Natalia estaba en su puerta. Todavía llevando esos shorts de pijama de seda y camisola color lavanda. Pelo suelto sobre sus hombros. Ojos púrpura fijos en mí.

Curvó un dedo. Ven aquí.

Miré pasillo abajo. Vacío. Sin testigos.

Cuando volví a mirar, ya había desaparecido dentro de su habitación. Puerta dejada abierta. Invitación clara.

Caminé hacia allí. Lento. Sin prisa. Como si tuviera todo el tiempo del mundo. Como si no estuviera ya medio duro de nuevo solo por la forma en que me había mirado.

Entré por su puerta.

La habitación estaba tenue. Solo su lámpara de escritorio encendida. Proyectaba una suave luz amarilla por el espacio. Su cama estaba hecha. Libros de texto apilados ordenadamente en su escritorio. Todo en su lugar.

Excepto ella.

Estaba de pie junto a la ventana. De espaldas a mí. Mirando los terrenos de la academia abajo. La luz de la luna se filtraba por el cristal. Silueteaba su cuerpo. Hacía brillar la seda de sus shorts.

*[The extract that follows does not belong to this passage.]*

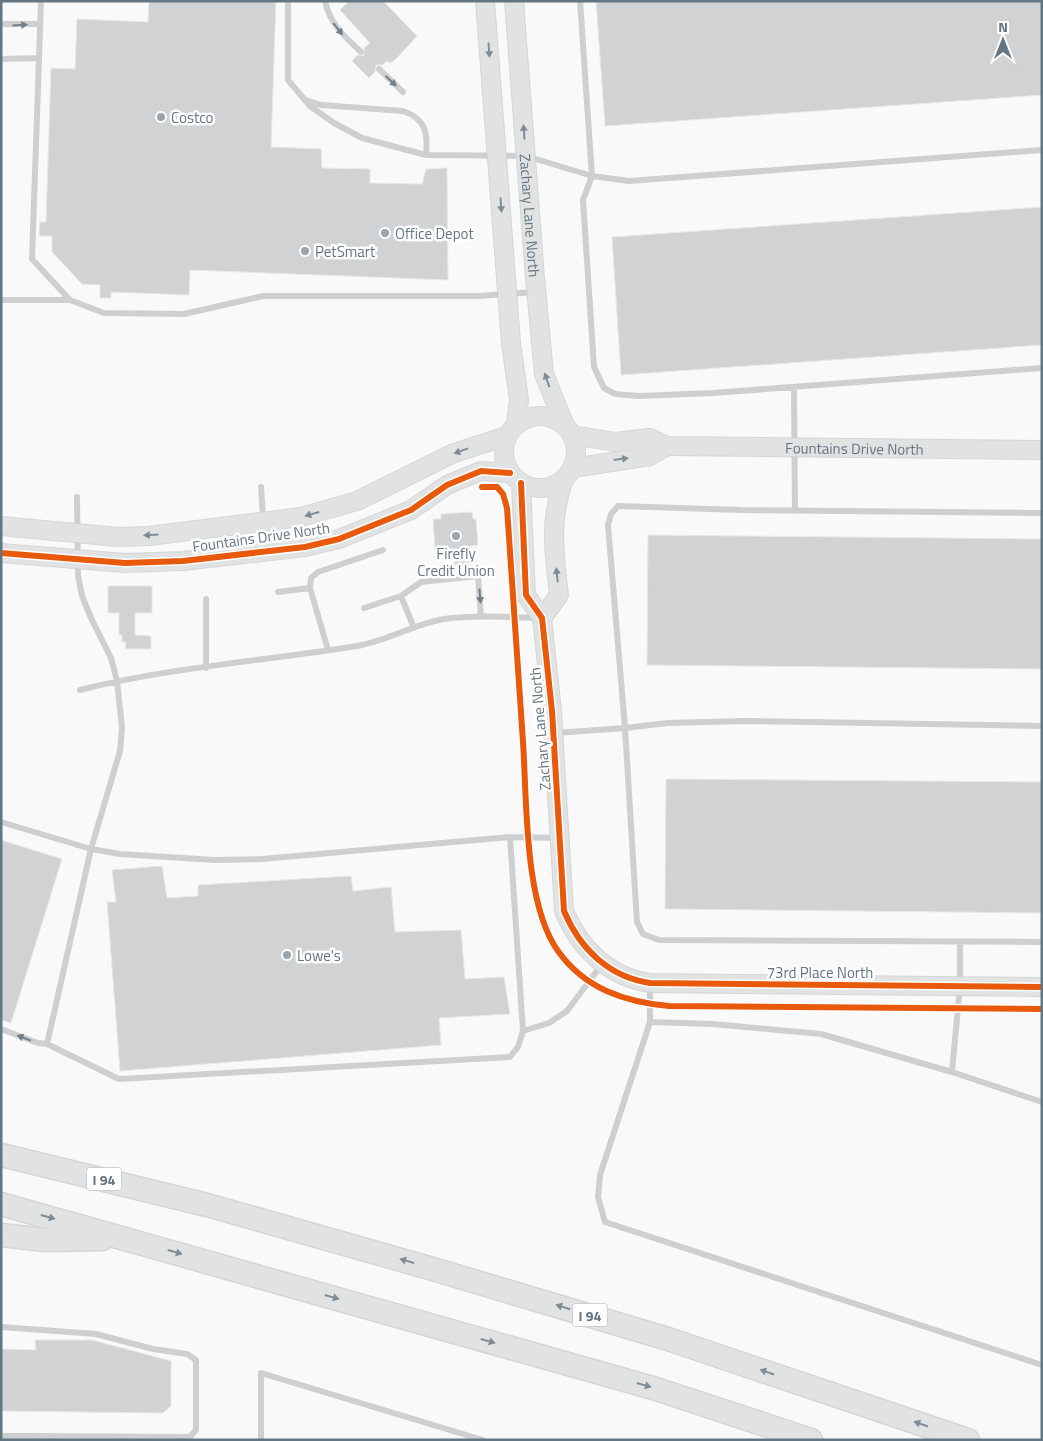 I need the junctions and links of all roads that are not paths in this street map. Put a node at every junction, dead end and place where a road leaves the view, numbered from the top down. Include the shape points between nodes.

Cerré la puerta tras de mí. La aseguré. El clic sonó fuerte en la habitación silenciosa.

—Sabes —dijo sin darse la vuelta—, estaba intentando decidir algo esta noche.

Me quedé junto a la puerta. Esperé. Dejé que desarrollara esto.

—Estaba intentando decidir si debería estar enojada. —Se giró entonces. Me enfrentó. Expresión ilegible en la luz tenue—. Me presionaste contra mí así delante de las otras. Me tocaste. Me hiciste sentir cosas.

Caminó hacia mí. Cada paso deliberado. Caderas balanceándose.

—Luego hiciste lo mismo con Emi. —Se detuvo justo frente a mí. Lo suficientemente cerca para tocar—. Te presionaste contra su espalda. Ajustaste su postura. Exactamente de la misma manera que me tocaste a mí.

Su mano se elevó. Presionó plana contra mi pecho. Sintió mi latido.

—Entonces Soomin se transformó y se lanzó sobre ti. —Sus dedos se curvaron. Las uñas se clavaron ligeramente a través de mi camisa—. Y la inmovilizaste contra la pared. Cuerpos presionados juntos. Rostros tan cerca.

Sus ojos se fijaron en los míos. Fuego púrpura.

—Así que estaba intentando decidir si debería estar enojada.

—¿Y? —Mantuve mi voz nivelada. Calmada—. ¿Qué decidiste?

Sus labios se curvaron en una lenta sonrisa. Afilada. Peligrosa. Hermosa.

—Decidí que no estoy enojada.

Su otra mano se deslizó hacia abajo. Encontró el bulto en mis pantalones de chándal otra vez. Apretó.

—Estoy furiosa.

Me jaló hacia adelante por mi camisa. Labios chocaron contra los míos. Duros. Agresivos. Dientes atraparon mi labio inferior. Mordieron. No lo suficientemente fuerte para sangrar. Lo suficientemente fuerte para doler.

Agarré sus caderas. La atraje contra mí. Dejé que sintiera exactamente cuán excitado estaba.

Rompió el beso. Me empujó hacia atrás. Mis piernas golpearon su cama. Me senté de golpe.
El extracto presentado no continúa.